Smarter SQL solution to gaps & islands problem

9 minute read

Table of Contents

  1. Introduction
  2. Solving Gaps & Islands Problem
  3. Fixing Gaps & Islands Bug
  4. Conclusion

Introduction

Up to this point, my posts have been about my data science projects. With 2021 starting, I want to add new types of posts where I discuss a specific data science/coding problem, its nuances, and how I solved it. Let’s jump right in!

I first encountered the “gaps and islands” problem while doing SQL problems on LeetCode. The problem occurs when you want to identify groups of consecutive data that meet certain criteria (“islands”) and the gaps that exist in between those groups (“gaps”).

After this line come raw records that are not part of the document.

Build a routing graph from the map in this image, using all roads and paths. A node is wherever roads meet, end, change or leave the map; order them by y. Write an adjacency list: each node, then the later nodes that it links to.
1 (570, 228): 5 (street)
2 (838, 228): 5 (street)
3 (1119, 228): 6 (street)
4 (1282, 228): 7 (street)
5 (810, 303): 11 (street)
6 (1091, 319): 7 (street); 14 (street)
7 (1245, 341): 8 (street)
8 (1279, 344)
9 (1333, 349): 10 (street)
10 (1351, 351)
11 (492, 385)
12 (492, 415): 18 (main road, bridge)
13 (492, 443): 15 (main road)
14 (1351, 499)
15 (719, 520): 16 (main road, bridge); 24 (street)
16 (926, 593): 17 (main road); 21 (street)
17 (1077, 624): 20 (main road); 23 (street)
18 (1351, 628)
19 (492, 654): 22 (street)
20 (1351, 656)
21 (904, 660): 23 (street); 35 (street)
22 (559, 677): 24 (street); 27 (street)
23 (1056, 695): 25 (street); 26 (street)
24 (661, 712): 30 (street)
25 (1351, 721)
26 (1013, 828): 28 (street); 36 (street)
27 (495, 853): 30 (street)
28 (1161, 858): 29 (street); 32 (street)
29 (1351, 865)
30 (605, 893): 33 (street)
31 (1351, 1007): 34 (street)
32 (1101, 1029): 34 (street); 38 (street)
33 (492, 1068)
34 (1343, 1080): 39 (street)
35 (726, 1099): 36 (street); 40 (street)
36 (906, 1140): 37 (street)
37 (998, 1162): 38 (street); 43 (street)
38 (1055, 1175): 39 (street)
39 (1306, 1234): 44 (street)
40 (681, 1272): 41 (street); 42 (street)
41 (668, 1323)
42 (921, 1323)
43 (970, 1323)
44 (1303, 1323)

The gaps could be due to missing data or consecutive data that do not meet certain criteria.

I learned how to solve this problem using a grouping technique that’s explained in a number of online resources, but what I found in doing more of these problems is that the resources don’t address a corner case where the groupings for the islands and gaps can overlap, causing a bug in the solution.

In this post, I’ll explain the conventional way to solve the problem, the corner case that causes the bug, and how I fix it.

Solving Gaps & Islands Problem

LeetCode SQL Problem 1454. Active Users

From September to December 2020, I was practicing SQL to prepare for data analyst job interviews using resources like LeetCode, Mode, and pgexercises.com. Pounding SQL exercises day and night may sound dreary, but the fun thing is that I’d occasionally encounter a problem that stretched my thinking, for example, LeetCode problem 1454. Active Users. The instructions for the query are

Write an SQL query to find the id and the name of active users. Active users are those who logged in to their accounts for 5 or more consecutive days. Return the result table ordered by the id.

The tricky thing about this problem is figuring out how to identify the active users: how do you use SQL to keep track of consecutive days?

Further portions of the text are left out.